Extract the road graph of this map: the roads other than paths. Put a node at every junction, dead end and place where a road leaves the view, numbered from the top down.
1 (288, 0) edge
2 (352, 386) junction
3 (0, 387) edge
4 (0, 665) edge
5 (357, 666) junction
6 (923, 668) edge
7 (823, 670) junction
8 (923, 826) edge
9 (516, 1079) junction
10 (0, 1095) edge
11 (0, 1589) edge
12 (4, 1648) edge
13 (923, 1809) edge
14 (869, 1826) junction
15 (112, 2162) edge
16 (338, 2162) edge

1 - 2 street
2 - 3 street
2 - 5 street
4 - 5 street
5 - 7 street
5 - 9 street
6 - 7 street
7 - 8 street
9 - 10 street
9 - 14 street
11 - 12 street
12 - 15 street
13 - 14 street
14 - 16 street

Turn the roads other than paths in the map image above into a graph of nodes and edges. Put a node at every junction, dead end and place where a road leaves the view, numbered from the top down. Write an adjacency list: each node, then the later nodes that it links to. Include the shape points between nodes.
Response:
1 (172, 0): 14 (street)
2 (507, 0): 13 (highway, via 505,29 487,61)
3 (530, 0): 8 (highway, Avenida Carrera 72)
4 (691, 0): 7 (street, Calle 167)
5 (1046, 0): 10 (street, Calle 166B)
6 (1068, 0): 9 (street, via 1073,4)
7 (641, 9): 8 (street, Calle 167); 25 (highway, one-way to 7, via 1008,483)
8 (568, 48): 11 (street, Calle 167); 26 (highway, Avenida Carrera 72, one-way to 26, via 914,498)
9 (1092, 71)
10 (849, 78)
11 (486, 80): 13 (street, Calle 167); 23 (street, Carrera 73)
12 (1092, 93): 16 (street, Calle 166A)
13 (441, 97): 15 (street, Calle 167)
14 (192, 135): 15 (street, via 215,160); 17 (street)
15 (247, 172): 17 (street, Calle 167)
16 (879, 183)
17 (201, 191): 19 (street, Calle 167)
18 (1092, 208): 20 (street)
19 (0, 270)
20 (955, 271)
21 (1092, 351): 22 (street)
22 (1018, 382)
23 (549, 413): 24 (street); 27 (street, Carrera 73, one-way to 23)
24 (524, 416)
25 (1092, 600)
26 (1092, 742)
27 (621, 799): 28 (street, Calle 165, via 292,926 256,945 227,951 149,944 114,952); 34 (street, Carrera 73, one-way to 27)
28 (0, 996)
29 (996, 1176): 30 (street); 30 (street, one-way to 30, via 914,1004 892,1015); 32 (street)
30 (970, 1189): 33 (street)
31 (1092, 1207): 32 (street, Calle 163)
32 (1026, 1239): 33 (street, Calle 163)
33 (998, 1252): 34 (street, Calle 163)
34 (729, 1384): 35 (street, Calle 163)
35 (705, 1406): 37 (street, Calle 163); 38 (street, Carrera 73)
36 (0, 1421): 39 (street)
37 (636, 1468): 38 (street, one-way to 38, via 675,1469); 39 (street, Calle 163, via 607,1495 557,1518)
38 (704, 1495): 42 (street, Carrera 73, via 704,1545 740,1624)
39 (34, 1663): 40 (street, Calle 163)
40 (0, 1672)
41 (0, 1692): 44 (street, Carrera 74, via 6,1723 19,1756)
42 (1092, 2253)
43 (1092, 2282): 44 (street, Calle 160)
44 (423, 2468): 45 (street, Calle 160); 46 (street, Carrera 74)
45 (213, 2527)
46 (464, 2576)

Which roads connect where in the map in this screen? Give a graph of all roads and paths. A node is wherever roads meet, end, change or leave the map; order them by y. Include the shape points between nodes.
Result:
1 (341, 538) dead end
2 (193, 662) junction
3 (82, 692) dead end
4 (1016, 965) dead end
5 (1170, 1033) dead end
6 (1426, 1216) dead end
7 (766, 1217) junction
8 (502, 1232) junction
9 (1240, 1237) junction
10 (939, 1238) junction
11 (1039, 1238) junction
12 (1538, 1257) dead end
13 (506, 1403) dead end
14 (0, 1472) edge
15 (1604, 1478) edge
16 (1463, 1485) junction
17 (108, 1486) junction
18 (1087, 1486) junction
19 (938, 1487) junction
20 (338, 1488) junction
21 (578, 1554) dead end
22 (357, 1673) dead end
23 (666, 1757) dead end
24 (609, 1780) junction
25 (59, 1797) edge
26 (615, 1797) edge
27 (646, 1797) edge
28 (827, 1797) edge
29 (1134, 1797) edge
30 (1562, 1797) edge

▸ **TASK**: What is the number of lines in the records that contain the string "between"? Give only that number.

▸ **THE ANSWER**: 2